About this exercise. When the string "Панча" is part of a line below, that line should be copied.

Data to process.
+===+

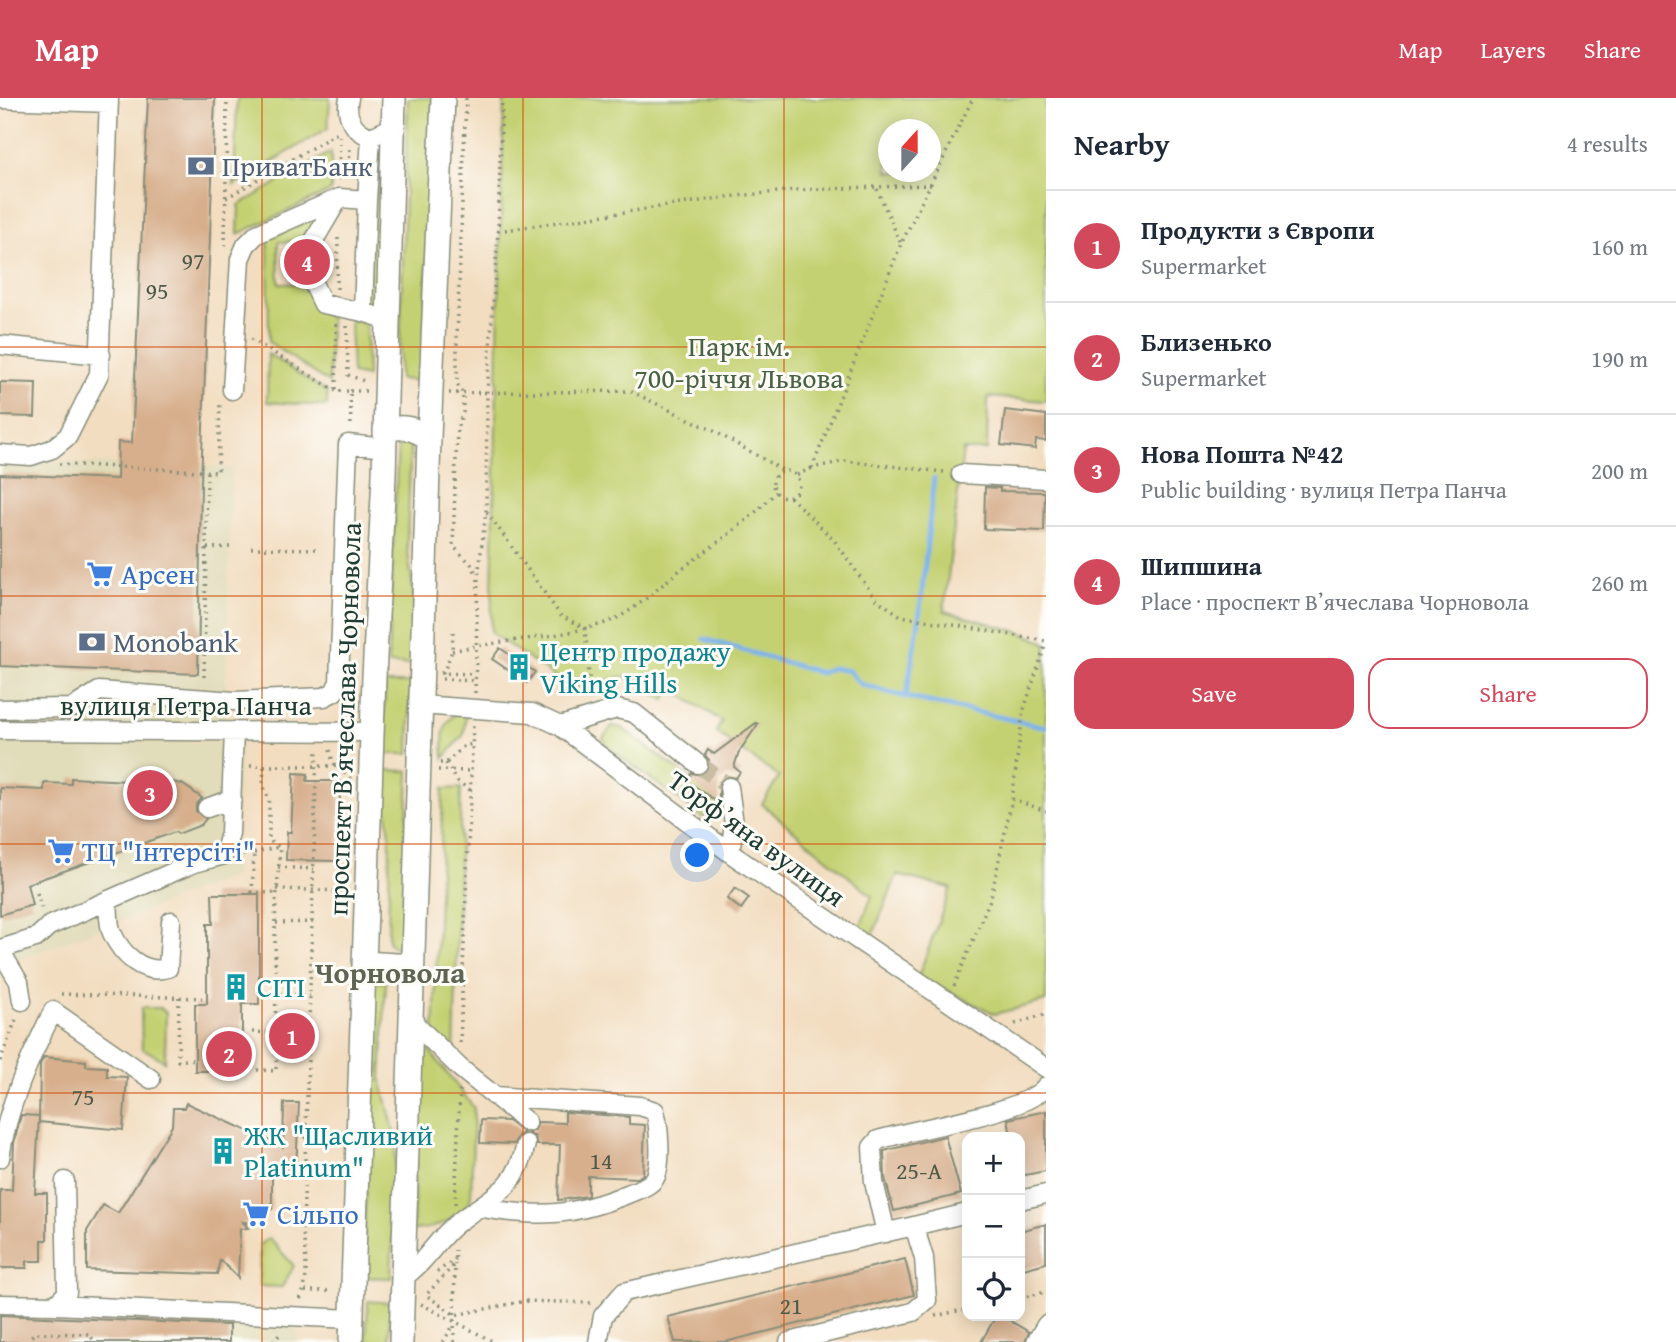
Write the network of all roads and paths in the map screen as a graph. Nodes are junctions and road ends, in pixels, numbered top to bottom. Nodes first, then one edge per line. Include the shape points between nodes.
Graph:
1 (349, 98) edge
2 (394, 98) edge
3 (443, 98) edge
4 (466, 98) edge
5 (502, 98) edge
6 (974, 98) edge
7 (0, 99) edge
8 (109, 100) edge
9 (340, 124) dead end
10 (394, 127) junction
11 (340, 131) junction
12 (371, 137) junction
13 (932, 185) junction
14 (877, 188) junction
15 (226, 198) dead end
16 (339, 198) junction
17 (367, 200) junction
18 (498, 231) junction
19 (313, 242) dead end
20 (901, 244) junction
21 (312, 281) dead end
22 (349, 310) junction
23 (388, 320) junction
24 (236, 329) junction
25 (0, 345) edge
26 (101, 355) junction
27 (367, 382) dead end
28 (232, 390) dead end
29 (336, 391) junction
30 (350, 391) junction
31 (367, 391) dead end
32 (487, 392) junction
33 (448, 393) dead end
34 (463, 393) junction
35 (429, 438) junction
36 (385, 440) junction
37 (356, 444) junction
38 (0, 454) edge
39 (31, 456) junction
40 (812, 468) junction
41 (784, 471) junction
42 (207, 472) junction
43 (218, 472) dead end
44 (961, 474) joint
45 (797, 475) junction
46 (1046, 479) edge
47 (775, 492) junction
48 (790, 497) junction
49 (486, 511) junction
50 (231, 547) dead end
51 (206, 548) junction
52 (251, 548) dead end
53 (321, 548) dead end
54 (478, 577) junction
55 (585, 628) junction
56 (453, 632) dead end
57 (1046, 642) edge
58 (476, 645) junction
59 (452, 651) junction
60 (443, 673) junction
61 (475, 674) junction
62 (204, 677) dead end
63 (474, 681) junction
64 (475, 692) dead end
65 (421, 705) junction
66 (0, 709) edge
67 (592, 716) junction
68 (474, 719) dead end
69 (559, 726) junction
70 (0, 730) edge
71 (234, 731) junction
72 (372, 732) junction
73 (316, 741) dead end
74 (472, 744) junction
75 (330, 746) dead end
76 (355, 761) dead end
77 (440, 763) dead end
78 (446, 763) junction
79 (698, 764) tunnel mouth
80 (250, 766) dead end
81 (264, 766) junction
82 (317, 766) junction
83 (335, 766) junction
84 (442, 770) dead end
85 (450, 770) junction
86 (471, 771) junction
87 (353, 779) dead end
88 (729, 788) dead end
89 (470, 790) junction
90 (232, 799) junction
91 (1012, 799) junction
92 (207, 808) dead end
93 (1046, 811) edge
94 (280, 847) junction
95 (254, 853) junction
96 (730, 853) junction
97 (224, 855) junction
98 (278, 867) junction
99 (315, 869) junction
100 (314, 888) junction
101 (276, 889) junction
102 (345, 891) dead end
103 (108, 900) junction
104 (171, 921) dead end
105 (313, 922) junction
106 (275, 923) junction
107 (0, 950) edge
108 (365, 963) junction
109 (412, 967) junction
110 (275, 992) junction
111 (259, 993) dead end
112 (48, 994) dead end
113 (950, 994) dead end
114 (310, 996) junction
115 (179, 997) junction
116 (202, 998) dead end
117 (23, 1001) joint
118 (1046, 1014) edge
119 (410, 1019) junction
120 (310, 1027) junction
121 (252, 1032) dead end
122 (989, 1032) junction
123 (275, 1033) junction
124 (460, 1050) dead end
125 (195, 1059) dead end
126 (0, 1061) edge
127 (1046, 1068) edge
128 (257, 1070) dead end
129 (151, 1079) dead end
130 (460, 1082) dead end
131 (1046, 1086) edge
132 (494, 1096) junction
133 (527, 1122) dead end
134 (526, 1144) dead end
135 (0, 1158) edge
136 (65, 1181) dead end
137 (1046, 1194) edge
138 (1025, 1199) edge
139 (482, 1208) junction
140 (962, 1214) edge
141 (455, 1217) dead end
142 (914, 1226) junction
143 (886, 1233) junction
144 (454, 1239) dead end
145 (455, 1259) junction
146 (455, 1265) junction
147 (402, 1278) junction
148 (430, 1279) dead end
149 (304, 1291) junction
150 (342, 1291) dead end
151 (1046, 1292) edge
152 (1025, 1297) edge
153 (615, 1301) junction
154 (0, 1304) edge
155 (55, 1305) junction
156 (426, 1305) dead end
157 (455, 1315) junction
158 (291, 1317) junction
159 (455, 1323) junction
160 (1046, 1325) edge
161 (351, 1331) edge
162 (818, 1338) edge
163 (29, 1342) edge
164 (95, 1342) edge
165 (273, 1342) edge
166 (401, 1342) edge
167 (443, 1342) edge
168 (454, 1342) edge
169 (494, 1342) edge
170 (598, 1342) edge
171 (789, 1342) edge
172 (1036, 1342) edge

1 - 12 street via 352,123
2 - 10 main road, проспект Вʼячеслава Чорновола
3 - 35 main road
4 - 34 path via 457,337 457,384
5 - 18 path
6 - 13 path
7 - 8 street
8 - 26 street
9 - 11 path
10 - 12 street
10 - 23 main road, проспект Вʼячеслава Чорновола
11 - 15 path
11 - 16 path
12 - 17 street
13 - 14 path
13 - 20 path
14 - 18 path via 727,197
14 - 20 path
16 - 17 street
16 - 19 street
16 - 22 path
16 - 24 street via 257,234 246,245 240,259
17 - 22 street
18 - 32 path
20 - 40 path
21 - 22 street via 323,304
22 - 23 street
22 - 27 path via 348,375
22 - 29 path
23 - 36 main road, проспект Вʼячеслава Чорновола
24 - 28 street
24 - 29 path
25 - 26 street
26 - 39 street via 88,401 68,436 52,449
29 - 30 path
30 - 31 path
30 - 37 path via 349,425
32 - 34 path
32 - 41 path via 630,391
32 - 49 path
33 - 34 path
34 - 54 path via 457,429 453,546
35 - 36 main road via 404,427
35 - 65 main road
36 - 37 street
36 - 72 main road, проспект Вʼячеслава Чорновола
37 - 66 street via 348,444 340,676 334,692 324,697 234,701 99,691 72,708
38 - 39 street
39 - 42 path via 66,466
40 - 44 path via 845,461
40 - 45 path
41 - 45 path
41 - 47 path via 774,479
42 - 43 path
42 - 51 path
44 - 46 street
45 - 48 path via 799,488
47 - 48 path
47 - 55 path via 737,530 648,597 608,622
48 - 57 path via 834,540 876,599 901,616
49 - 54 path
49 - 55 path via 561,616
50 - 51 path
51 - 62 path
52 - 53 path
54 - 58 path
55 - 58 path via 551,637
55 - 67 path
56 - 59 path
57 - 91 path via 1023,712
58 - 59 path
58 - 61 path
59 - 60 path
60 - 61 path
60 - 63 path via 441,679
61 - 63 path
63 - 64 path
65 - 69 street, Торфʼяна вулиця via 532,713
65 - 109 main road
67 - 69 street
67 - 79 street via 617,709 634,713
68 - 74 path
69 - 96 street, Торфʼяна вулиця
70 - 71 street, вулиця Петра Панча
71 - 72 street, вулиця Петра Панча
71 - 90 street
72 - 108 main road, проспект Вʼячеслава Чорновола
73 - 82 path
74 - 78 path
74 - 86 path
75 - 83 path
76 - 83 path
77 - 78 path
78 - 85 path
80 - 81 path
81 - 82 path
81 - 94 path via 269,841
82 - 83 path
82 - 99 path
83 - 87 path
84 - 85 path
85 - 86 path
85 - 89 path
86 - 89 path
88 - 96 street via 734,824
89 - 124 path
90 - 92 street
90 - 97 street
91 - 93 path
91 - 113 path via 991,897
94 - 95 path
94 - 98 path
95 - 97 path
95 - 101 path via 252,892 273,893
96 - 122 street, Торфʼяна вулиця
97 - 103 street
98 - 99 path
98 - 101 path
99 - 100 path
100 - 101 path
100 - 102 path
100 - 105 path
101 - 106 path
103 - 104 street via 111,932 130,960 157,971 168,968
103 - 107 street
105 - 106 path
105 - 114 path
106 - 110 path
107 - 117 street via 19,982
108 - 109 main road
108 - 161 main road, проспект Вʼячеслава Чорновола
109 - 119 main road
110 - 111 path
110 - 114 path
110 - 123 path
112 - 115 path
114 - 120 path
115 - 116 path
115 - 125 path via 178,1061
117 - 126 path
118 - 122 path
119 - 132 street
119 - 147 main road
120 - 123 path
120 - 149 path
121 - 123 path
122 - 127 street, Торфʼяна вулиця
123 - 128 path via 276,1071
129 - 135 street via 53,1012 5,1126
130 - 141 path
131 - 143 street via 1040,1094 1011,1107 878,1140 872,1147 874,1182
132 - 133 street
132 - 139 street via 640,1105 655,1111 659,1126 657,1175 649,1185 611,1201 559,1215
134 - 139 street via 513,1180
136 - 155 street via 67,1293
137 - 138 street
139 - 147 street via 455,1225 419,1267
140 - 142 street
142 - 143 street
142 - 162 street via 924,1258 927,1300 913,1312
143 - 153 street via 624,1292
144 - 145 path
145 - 146 path
145 - 148 path
146 - 157 path
146 - 157 path via 426,1295
147 - 166 main road
149 - 150 path
149 - 158 path
151 - 152 path
153 - 157 path via 527,1301
153 - 170 street via 603,1316
154 - 155 street
155 - 158 street
156 - 159 path
157 - 159 path
158 - 161 street
158 - 165 path
159 - 167 path
159 - 168 path
159 - 169 path
160 - 172 street
162 - 171 street
163 - 164 path via 35,1333 89,1334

+===+

Response.
70 - 71 street, вулиця Петра Панча
71 - 72 street, вулиця Петра Панча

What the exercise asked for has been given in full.